**Problem description**
The exercise asks you to copy every line below in which "dead" appears.

====

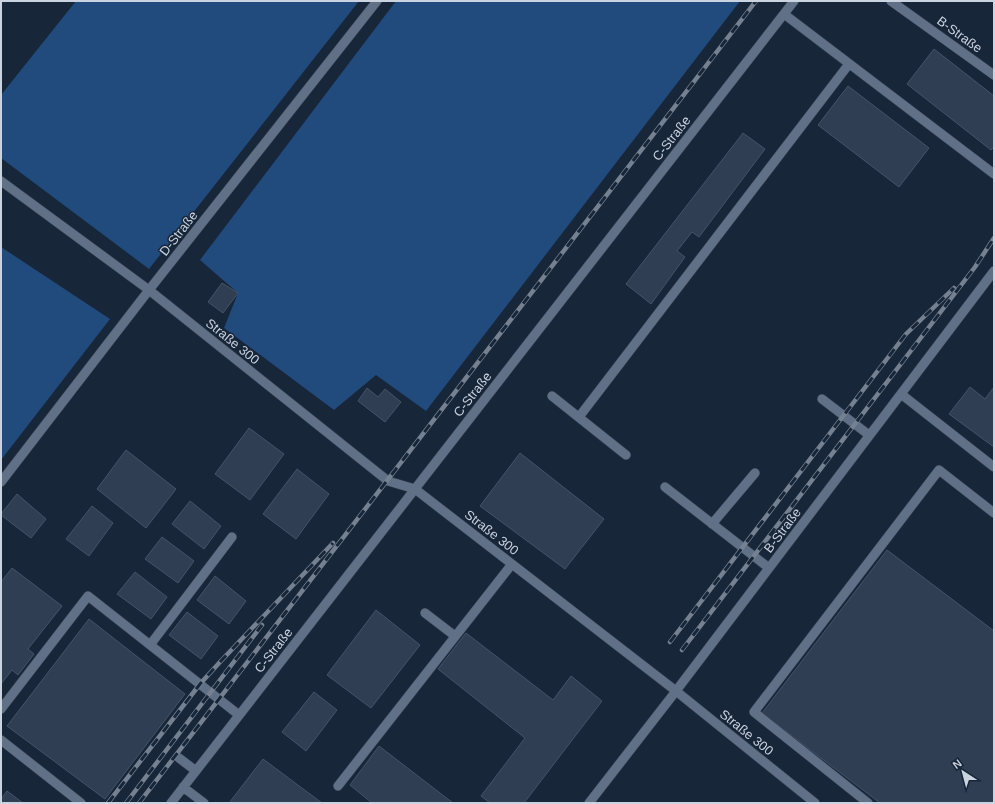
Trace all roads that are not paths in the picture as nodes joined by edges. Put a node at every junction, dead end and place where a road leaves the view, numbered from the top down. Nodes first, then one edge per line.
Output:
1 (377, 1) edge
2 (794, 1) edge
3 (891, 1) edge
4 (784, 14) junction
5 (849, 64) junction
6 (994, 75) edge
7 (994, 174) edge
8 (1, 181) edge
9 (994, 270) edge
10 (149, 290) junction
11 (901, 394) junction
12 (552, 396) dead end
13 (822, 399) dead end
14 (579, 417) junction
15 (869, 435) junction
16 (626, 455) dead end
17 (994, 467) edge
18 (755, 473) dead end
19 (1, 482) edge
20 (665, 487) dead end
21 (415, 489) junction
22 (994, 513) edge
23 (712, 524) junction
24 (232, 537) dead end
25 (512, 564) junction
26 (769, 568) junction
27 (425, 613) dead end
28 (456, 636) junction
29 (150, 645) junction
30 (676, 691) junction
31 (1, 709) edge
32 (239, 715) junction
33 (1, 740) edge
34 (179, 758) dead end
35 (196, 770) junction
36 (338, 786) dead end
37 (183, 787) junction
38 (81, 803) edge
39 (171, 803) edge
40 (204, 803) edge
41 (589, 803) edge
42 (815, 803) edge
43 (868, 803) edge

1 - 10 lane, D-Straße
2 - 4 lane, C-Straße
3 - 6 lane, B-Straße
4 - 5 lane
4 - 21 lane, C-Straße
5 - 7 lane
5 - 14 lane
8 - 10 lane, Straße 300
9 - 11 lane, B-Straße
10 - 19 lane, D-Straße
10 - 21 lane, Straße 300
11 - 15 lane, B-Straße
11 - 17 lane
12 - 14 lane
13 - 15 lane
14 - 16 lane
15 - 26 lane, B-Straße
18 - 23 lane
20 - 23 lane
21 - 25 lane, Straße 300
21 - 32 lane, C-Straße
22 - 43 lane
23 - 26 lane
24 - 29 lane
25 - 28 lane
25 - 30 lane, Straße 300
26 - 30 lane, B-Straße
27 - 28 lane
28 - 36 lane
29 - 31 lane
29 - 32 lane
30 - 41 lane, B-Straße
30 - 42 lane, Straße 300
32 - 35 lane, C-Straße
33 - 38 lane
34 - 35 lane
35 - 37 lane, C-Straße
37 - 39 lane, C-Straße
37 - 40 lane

====

**Answer for this exercise**
Trace all roads that are not paths in the picture as nodes joined by edges. Put a node at every junction, dead end and place where a road leaves the view, numbered from the top down. Nodes first, then one edge per line.
12 (552, 396) dead end
13 (822, 399) dead end
16 (626, 455) dead end
18 (755, 473) dead end
20 (665, 487) dead end
24 (232, 537) dead end
27 (425, 613) dead end
34 (179, 758) dead end
36 (338, 786) dead end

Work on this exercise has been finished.